Once upon a time and in a very simple time, construction lenders required full payment and performance guarantees, and only permanent lenders offered non-recourse financing (with “bad-boy” liability). Now, even some construction lenders include a variation of non-recourse liability (with “bad-boy” events) in their structure. And, the list of “triggers” or events that form the basis for liability is growing. If this trend continues -
- will the number or bundle of “bad-boy” events be substantial enough to constitute, in a practical sense, the “end” of the non-recourse loan structure?
The time-line seems to say “yes.”
Traditionally, permanent lenders (typically life insurance companies) were the only commercial real estate lenders who incorporated the concept of “non-recourse” liability into their lending product.
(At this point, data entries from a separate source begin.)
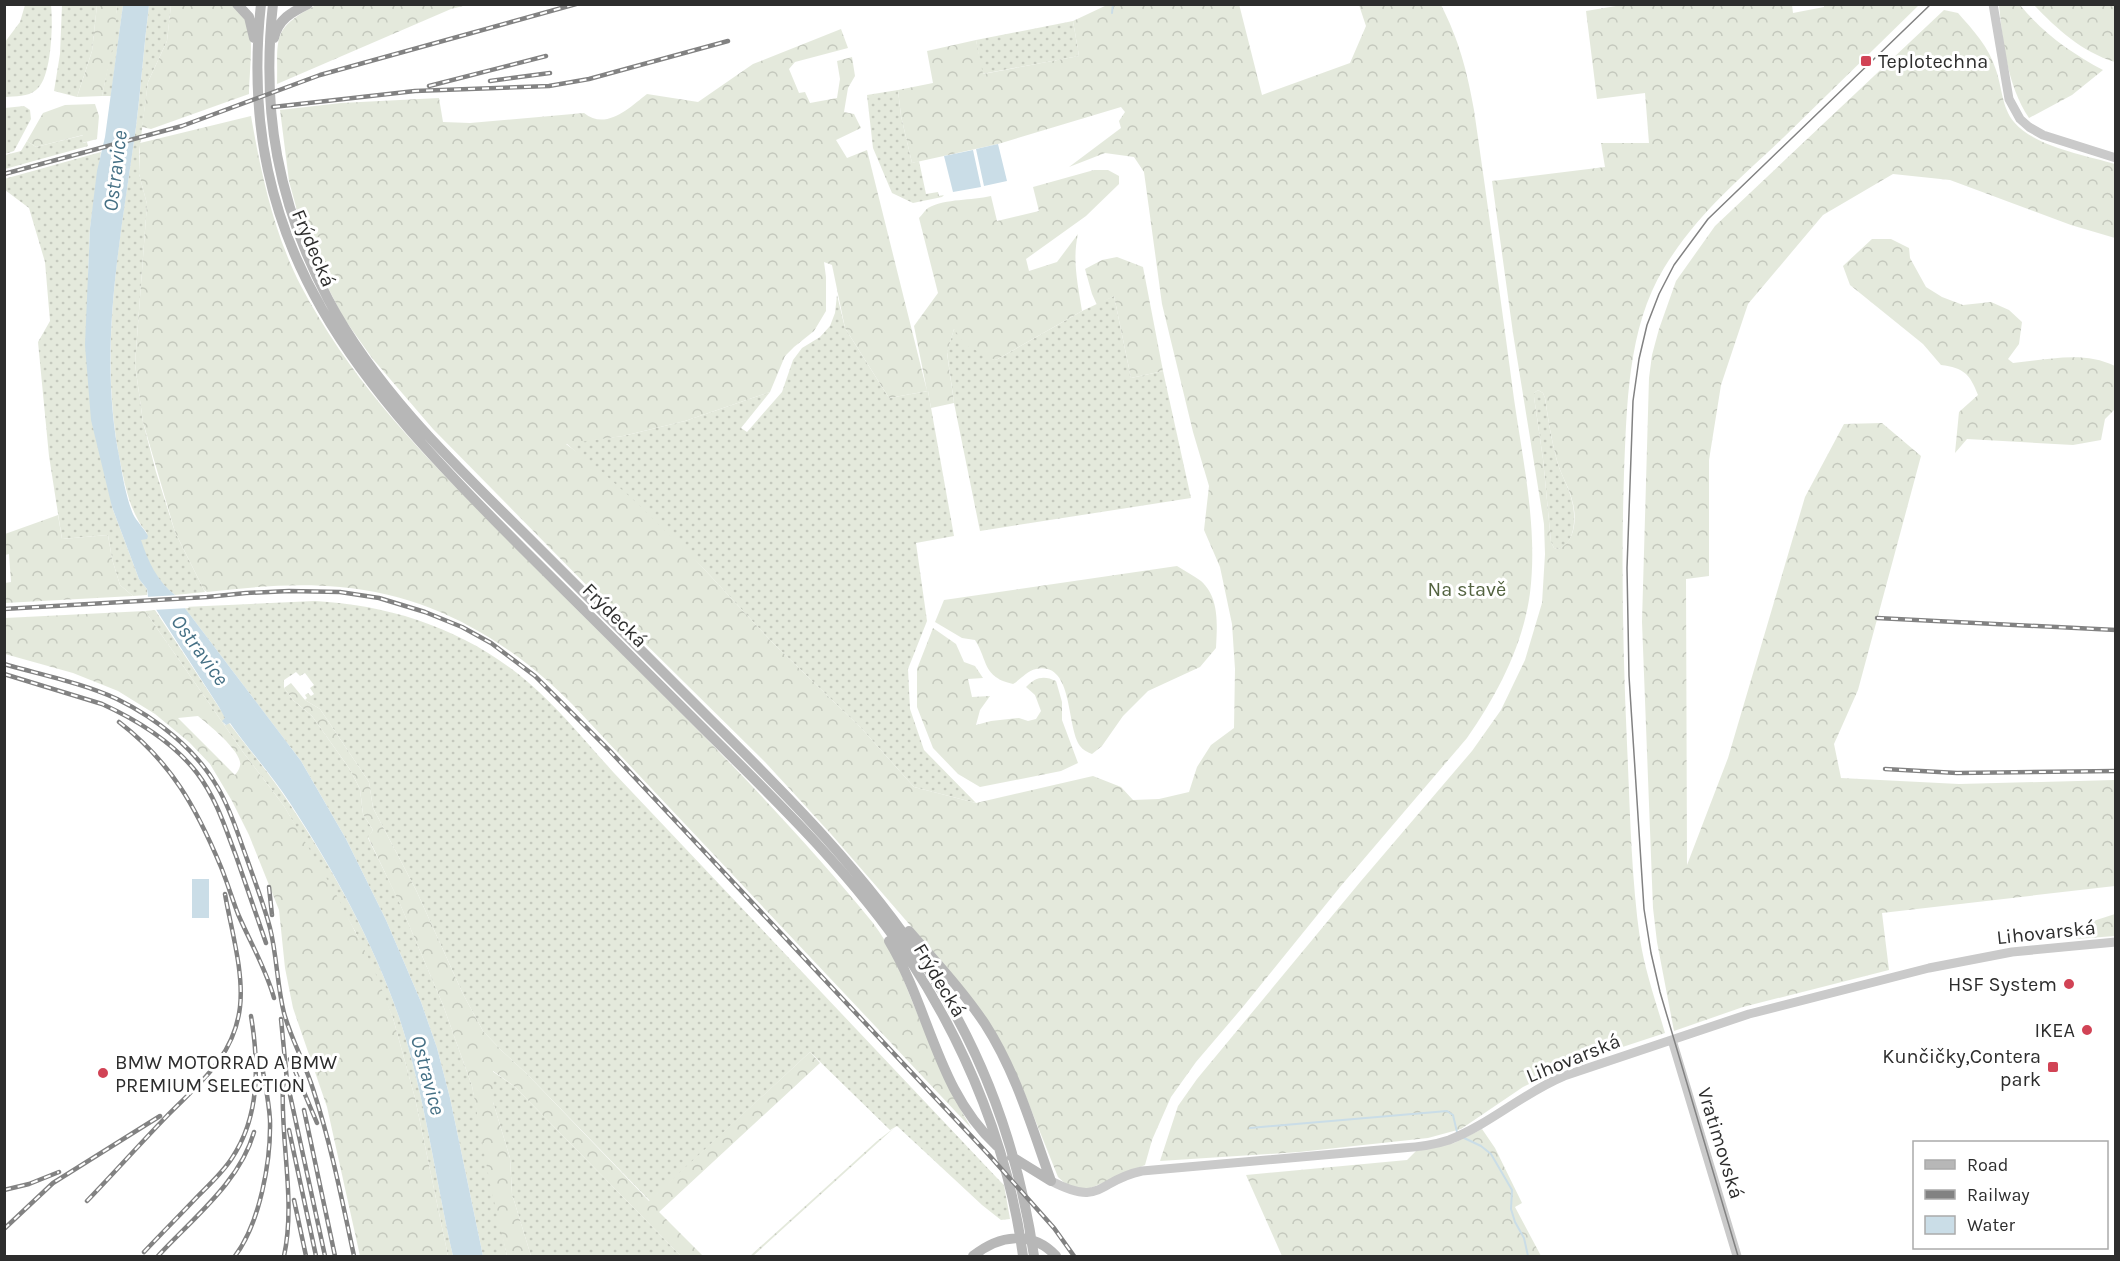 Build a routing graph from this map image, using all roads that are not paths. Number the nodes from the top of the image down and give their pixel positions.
1 (237, 4) edge
2 (261, 4) edge
3 (273, 4) edge
4 (308, 4) edge
5 (1992, 4) edge
6 (263, 58) junction
7 (269, 146) junction
8 (2115, 158) edge
9 (858, 874) junction
10 (851, 884) junction
11 (2115, 942) edge
12 (1672, 1040) junction
13 (1051, 1181) junction
14 (973, 1257) edge
15 (1023, 1257) edge
16 (1034, 1257) edge
17 (1056, 1257) edge
18 (1737, 1257) edge

1 - 6 main road
2 - 6 main road
3 - 6 main road
4 - 6 main road
5 - 8 street
6 - 7 main road
7 - 9 main road, Frýdecká
7 - 10 main road, Frýdecká
9 - 13 main road
9 - 16 main road, Frýdecká
10 - 13 main road
10 - 15 main road, Frýdecká
11 - 12 street, Lihovarská
12 - 13 street, Lihovarská
12 - 18 street, Vratimovská
14 - 17 main road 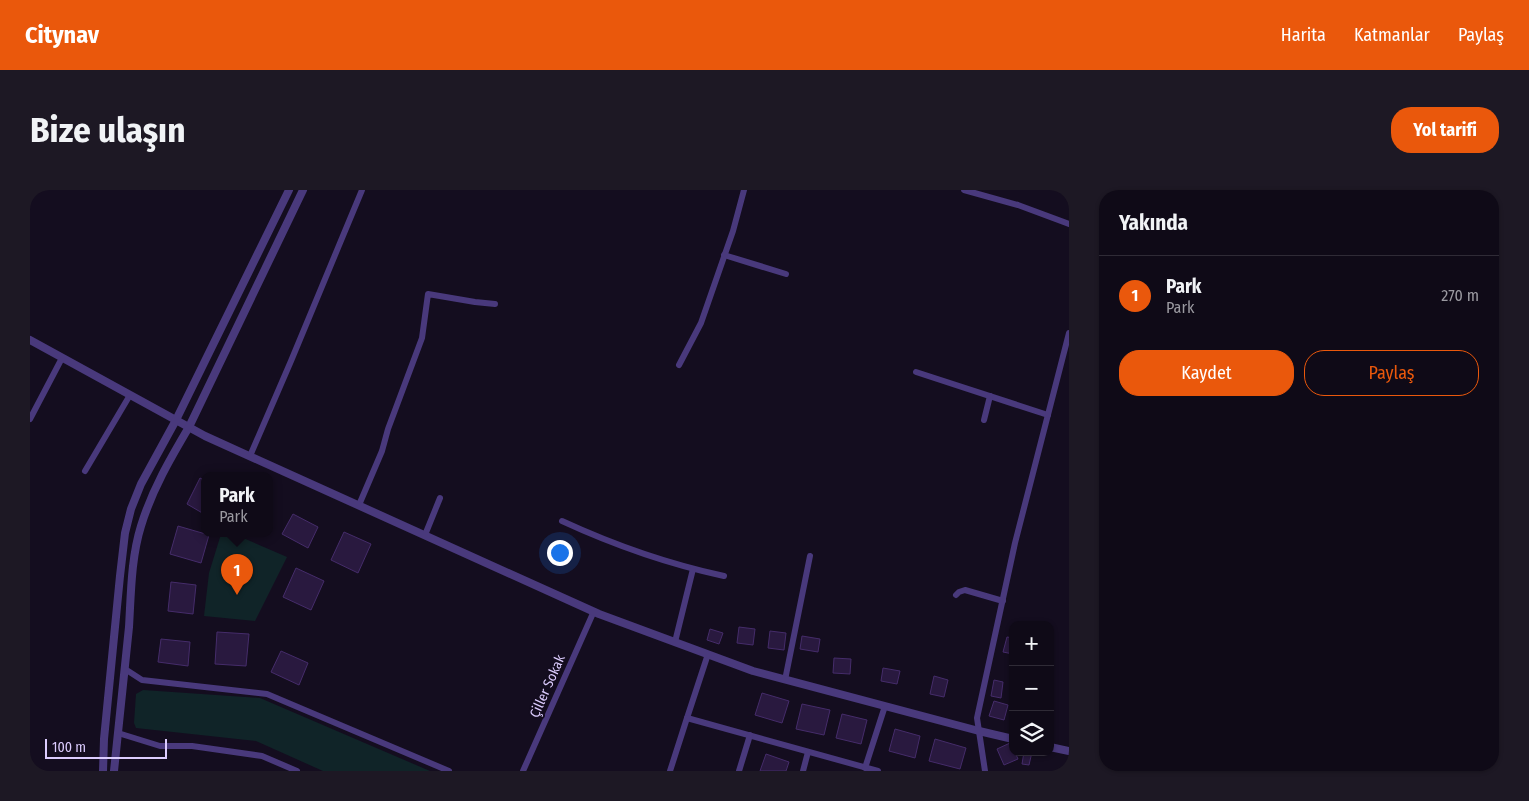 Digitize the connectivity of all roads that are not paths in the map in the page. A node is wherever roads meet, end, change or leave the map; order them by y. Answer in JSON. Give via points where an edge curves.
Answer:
{"nodes":[{"id":1,"x":289,"y":190,"type":"edge"},
{"id":2,"x":303,"y":190,"type":"edge"},
{"id":3,"x":362,"y":190,"type":"edge"},
{"id":4,"x":744,"y":190,"type":"edge"},
{"id":5,"x":964,"y":190,"type":"edge"},
{"id":6,"x":1069,"y":224,"type":"edge"},
{"id":7,"x":724,"y":255,"type":"junction"},
{"id":8,"x":786,"y":274,"type":"dead end"},
{"id":9,"x":495,"y":304,"type":"dead end"},
{"id":10,"x":1069,"y":333,"type":"edge"},
{"id":11,"x":30,"y":341,"type":"edge"},
{"id":12,"x":62,"y":358,"type":"junction"},
{"id":13,"x":679,"y":365,"type":"dead end"},
{"id":14,"x":916,"y":372,"type":"dead end"},
{"id":15,"x":130,"y":395,"type":"junction"},
{"id":16,"x":990,"y":396,"type":"junction"},
{"id":17,"x":1048,"y":415,"type":"junction"},
{"id":18,"x":30,"y":419,"type":"edge"},
{"id":19,"x":176,"y":420,"type":"junction"},
{"id":20,"x":984,"y":420,"type":"dead end"},
{"id":21,"x":189,"y":427,"type":"junction"},
{"id":22,"x":250,"y":456,"type":"junction"},
{"id":23,"x":85,"y":471,"type":"dead end"},
{"id":24,"x":440,"y":498,"type":"dead end"},
{"id":25,"x":359,"y":505,"type":"junction"},
{"id":26,"x":562,"y":521,"type":"dead end"},
{"id":27,"x":425,"y":535,"type":"junction"},
{"id":28,"x":810,"y":556,"type":"dead end"},
{"id":29,"x":693,"y":569,"type":"junction"},
{"id":30,"x":724,"y":576,"type":"dead end"},
{"id":31,"x":956,"y":595,"type":"dead end"},
{"id":32,"x":1002,"y":601,"type":"junction"},
{"id":33,"x":594,"y":611,"type":"junction"},
{"id":34,"x":675,"y":642,"type":"junction"},
{"id":35,"x":708,"y":654,"type":"junction"},
{"id":36,"x":125,"y":669,"type":"junction"},
{"id":37,"x":785,"y":680,"type":"junction"},
{"id":38,"x":885,"y":706,"type":"junction"},
{"id":39,"x":687,"y":718,"type":"junction"},
{"id":40,"x":979,"y":731,"type":"junction"},
{"id":41,"x":118,"y":733,"type":"junction"},
{"id":42,"x":750,"y":735,"type":"junction"},
{"id":43,"x":1009,"y":738,"type":"edge"},
{"id":44,"x":1054,"y":748,"type":"edge"},
{"id":45,"x":1069,"y":751,"type":"edge"},
{"id":46,"x":808,"y":752,"type":"junction"},
{"id":47,"x":865,"y":768,"type":"junction"},
{"id":48,"x":102,"y":771,"type":"edge"},
{"id":49,"x":114,"y":771,"type":"edge"},
{"id":50,"x":297,"y":771,"type":"edge"},
{"id":51,"x":449,"y":771,"type":"edge"},
{"id":52,"x":523,"y":771,"type":"edge"},
{"id":53,"x":670,"y":771,"type":"edge"},
{"id":54,"x":739,"y":771,"type":"edge"},
{"id":55,"x":803,"y":771,"type":"edge"},
{"id":56,"x":878,"y":771,"type":"edge"},
{"id":57,"x":985,"y":771,"type":"edge"}],
"edges":[{"from":1,"to":19,"type":"street"},
{"from":2,"to":21,"type":"street"},
{"from":3,"to":22,"type":"street"},
{"from":4,"to":7,"type":"street"},
{"from":5,"to":6,"type":"street"},
{"from":7,"to":8,"type":"street"},
{"from":7,"to":13,"type":"street","via":[[701,323]]},
{"from":9,"to":25,"type":"street","via":[[428,294],[422,338]]},
{"from":10,"to":17,"type":"street"},
{"from":11,"to":12,"type":"street"},
{"from":12,"to":15,"type":"street"},
{"from":12,"to":18,"type":"street"},
{"from":14,"to":16,"type":"street"},
{"from":15,"to":19,"type":"street"},
{"from":15,"to":23,"type":"street"},
{"from":16,"to":17,"type":"street"},
{"from":16,"to":20,"type":"street"},
{"from":17,"to":32,"type":"street"},
{"from":19,"to":21,"type":"street"},
{"from":19,"to":48,"type":"street","via":[[141,484],[125,533]]},
{"from":21,"to":22,"type":"street"},
{"from":21,"to":36,"type":"street","via":[[159,481],[141,528],[134,565]]},
{"from":22,"to":25,"type":"street"},
{"from":24,"to":27,"type":"street"},
{"from":25,"to":27,"type":"street"},
{"from":26,"to":29,"type":"street","via":[[592,535]]},
{"from":27,"to":33,"type":"street"},
{"from":28,"to":37,"type":"street"},
{"from":29,"to":30,"type":"street"},
{"from":29,"to":34,"type":"street"},
{"from":31,"to":32,"type":"street","via":[[965,590]]},
{"from":32,"to":40,"type":"street","via":[[977,718]]},
{"from":33,"to":34,"type":"street"},
{"from":33,"to":52,"type":"street","name":"Çiller Sokak"},
{"from":34,"to":35,"type":"street"},
{"from":35,"to":37,"type":"street","via":[[753,672]]},
{"from":35,"to":39,"type":"street"},
{"from":36,"to":41,"type":"street"},
{"from":36,"to":51,"type":"street","via":[[142,680],[267,694]]},
{"from":37,"to":38,"type":"street"},
{"from":38,"to":40,"type":"street"},
{"from":38,"to":47,"type":"street"},
{"from":39,"to":42,"type":"street"},
{"from":39,"to":53,"type":"street"},
{"from":40,"to":43,"type":"street"},
{"from":40,"to":57,"type":"street"},
{"from":41,"to":49,"type":"street"},
{"from":41,"to":50,"type":"street","via":[[160,746],[192,746],[262,756]]},
{"from":42,"to":46,"type":"street"},
{"from":42,"to":54,"type":"street"},
{"from":44,"to":45,"type":"street"},
{"from":46,"to":47,"type":"street"},
{"from":46,"to":55,"type":"street"},
{"from":47,"to":56,"type":"street"}]}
In the structure, neither the borrower nor the guarantor (or indemnitor) was liable for the repayment of the loan. If the project or local market went bad, the lender could obtain title to the property, but could not sue them for recovery of the balance of the loan.
Importantly, the triggers or events for liability were few in number: maybe 6 or 8.
Back in the day, life and liability was simple:
- construction loan (high risk period since tenants were not paying rent): 100% liability
- permanent loan (once tenants paying rent, then risk much lower): short list of bad-boy events as the only basis for liability
However, securitization of commercial real estate loans (CMBS) and the recent “down turn” of the economy introduced a much larger set of bad-boy events (Courtney Bristow’s article on dealing with distressed CMBS loans gives a nice over view – it is the #1 download from L360 [and the former TT4L blog]).
The non-recourse (bad-boy) liability structure is becoming form over substance.